Sitting down to summarize my experience at Health Datapalooza in Washington, D.C., the past few days is a challenge because the open data conference is such a whirlwind of ideas and chance meetings that it is tough to pinpoint one area to focus on.
In its fifth year, the conference put on by the Health Data Consortium has grown to more than 2,000 participants, most of whom are working on how greater transparency and freer data flow could solve some of healthcare’s most vexing problems. I got a chance to talk to startup CEOs, public health informatics specialists working in patient-centered medical homes, pharmaceutical execs working on clinical innovation, and graduate students in economics working with Medicare and hospital system data. As one former health system CIO told me, when he goes to HIMSS it is to spend the whole time on the show floor comparison-shopping among all the solutions in one place at one time, and he doesn’t even have time for panel sessions. But when he comes to Health Datapalooza, he has no idea what to expect or who he is going to talk to. Yet he always finds it worthwhile, he said.
Rather than writing up full sessions on topics such as public health’s big-data needs, I thought I would just pull out some of my favorite quotes from the event as food for thought. It is going to take me a while to digest everything I heard at the meeting, and in the near future I may contact some of the speakers for interviews about their work. But I hope the following will give you a flavor of what the Datapalooza is all about.

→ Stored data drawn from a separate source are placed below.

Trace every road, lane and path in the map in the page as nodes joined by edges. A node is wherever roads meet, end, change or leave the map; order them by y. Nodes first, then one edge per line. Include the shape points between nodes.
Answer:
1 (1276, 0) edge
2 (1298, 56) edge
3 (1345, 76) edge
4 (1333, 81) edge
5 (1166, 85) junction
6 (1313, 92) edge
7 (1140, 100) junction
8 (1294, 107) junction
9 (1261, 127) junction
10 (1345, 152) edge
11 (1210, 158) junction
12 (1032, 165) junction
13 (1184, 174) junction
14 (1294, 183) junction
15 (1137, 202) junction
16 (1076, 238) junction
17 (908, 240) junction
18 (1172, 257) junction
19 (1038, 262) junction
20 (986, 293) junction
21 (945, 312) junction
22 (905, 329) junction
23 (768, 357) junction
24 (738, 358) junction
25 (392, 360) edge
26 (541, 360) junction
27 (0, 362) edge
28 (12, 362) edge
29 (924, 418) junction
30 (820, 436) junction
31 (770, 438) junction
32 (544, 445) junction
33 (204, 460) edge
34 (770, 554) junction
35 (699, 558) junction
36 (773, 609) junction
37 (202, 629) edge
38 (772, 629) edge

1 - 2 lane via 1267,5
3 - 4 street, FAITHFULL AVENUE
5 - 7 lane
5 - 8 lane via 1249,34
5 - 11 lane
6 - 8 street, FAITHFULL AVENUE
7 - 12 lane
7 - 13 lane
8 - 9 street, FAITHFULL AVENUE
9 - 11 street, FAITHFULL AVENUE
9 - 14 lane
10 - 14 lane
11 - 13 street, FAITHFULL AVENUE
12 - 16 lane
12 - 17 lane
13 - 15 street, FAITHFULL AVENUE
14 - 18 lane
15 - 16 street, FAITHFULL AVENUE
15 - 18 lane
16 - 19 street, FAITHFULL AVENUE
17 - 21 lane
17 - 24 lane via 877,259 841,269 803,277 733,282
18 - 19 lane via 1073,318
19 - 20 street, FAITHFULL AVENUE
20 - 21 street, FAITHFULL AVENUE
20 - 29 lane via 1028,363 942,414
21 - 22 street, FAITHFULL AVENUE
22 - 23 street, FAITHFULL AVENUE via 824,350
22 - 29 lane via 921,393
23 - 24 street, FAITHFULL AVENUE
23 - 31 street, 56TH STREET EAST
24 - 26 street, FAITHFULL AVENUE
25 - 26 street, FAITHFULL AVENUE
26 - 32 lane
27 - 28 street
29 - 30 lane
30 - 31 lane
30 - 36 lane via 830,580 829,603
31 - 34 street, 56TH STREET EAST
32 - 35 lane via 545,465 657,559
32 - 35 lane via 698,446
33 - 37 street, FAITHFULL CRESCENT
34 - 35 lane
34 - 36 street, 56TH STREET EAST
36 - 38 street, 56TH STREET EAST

• NIH Director Francis Collins M.D., Ph.D., gave an inspiring keynote: He noted that the cost of full genome sequence may drop to $1,000 by the end of the year, and that the Global Alliance for Genomics & Health is working on a framework for sharing genomic and clinical data. He called PCORnet, the national patient-centered clinical research network, “an unprecedented network of networks” to conduct observational trials almost for free. He also said NIH is working on a “data commons” concept: “We ought to have a virtual place where people can find data not balkanized, but readily usable,” he said.
• Outgoing HHS Secretary Kathleen Sebelius got a standing ovation from the Datapalooza crowd. She noted that HHS has not always been good about sharing data: “The information oligarchy is a thing of the past at HHS,” she said. “The information oligarchy has become an open information democracy."
• Vinod Khosla, a Sun Microsystems co-founder and entrepreneur, predicted that “in the next 10 to 20 years data science will do more for medicine than all biological sciences combined.”
• One of my favorite speakers was Rachel Kalmar, chief data scientist for Misfit Wearables. Wearing 31 health trackers, she said none lets you have high-resolution access to your own personal data, and they don’t talk to each other. “We need to create a municipal utility system to connect the plumbing of wearable health devices,” she said. She asked what it means to own this data. Who should have access to which data? We should have access to our data because it is becoming from our bodies, but the issues are complicated, she added.
• Another dynamic speaker was Bechara Chouchair, M.D., Commissioner of the Chicago Department of Public Health: “Our focus is on how we can get real-time data and not ancient data. And how do we connect data into strategy. This is all about strategy to improve population health,” he said. “That is why we are using health IT — to see if we can move the needle on our top 12 health priorities in the City of Chicago, and not because it is a cool or fun thing to do to build apps or because some foundation is willing to give us money.”
• Evolent Health’s Shantanu Nundy, M.D., discussed some of his research into clinician perceptions of receiving diabetic patients’ data. “What we found is that the way you design interventions and make data actionable is critical,” he said. “Just giving clinicians patient-generated data is not going to solve the problem. You have to think through how they will use it in a real-world setting.” (Evolent, by the way, was one of our Up-and-Comer profiles accompanying the HCI 100 this year.) Nundy added that working on integrating patient-generated data makes the most sense in a value-based-care world. But adding the data in a fee-for-service world doesn't make sense, he added. “You run the risk of overwhelming physicians if it just gets added on to a broken delivery model. It could be counterproductive.”
Unfortunately, I arrived too late to catch the talk by always inspirational Atul Gawande, of the Checklist Manifesto fame!
My main takeaway from the meeting, I guess, is that there is an increased focus on figuring out how patient-generated data is going to be melded with the data gathered in other clinical settings and curated in a way that makes sense for providers. That conversation requires more input from CIOs and CMIOs, and my only regret was that I didn’t see more of them at the conference. But as the former CIO I did speak to said, rather than being in visionary mode, CIOs are currently “heads down” trying to get over the meaningful use hurdles. They don’t have the bandwidth for much else right now.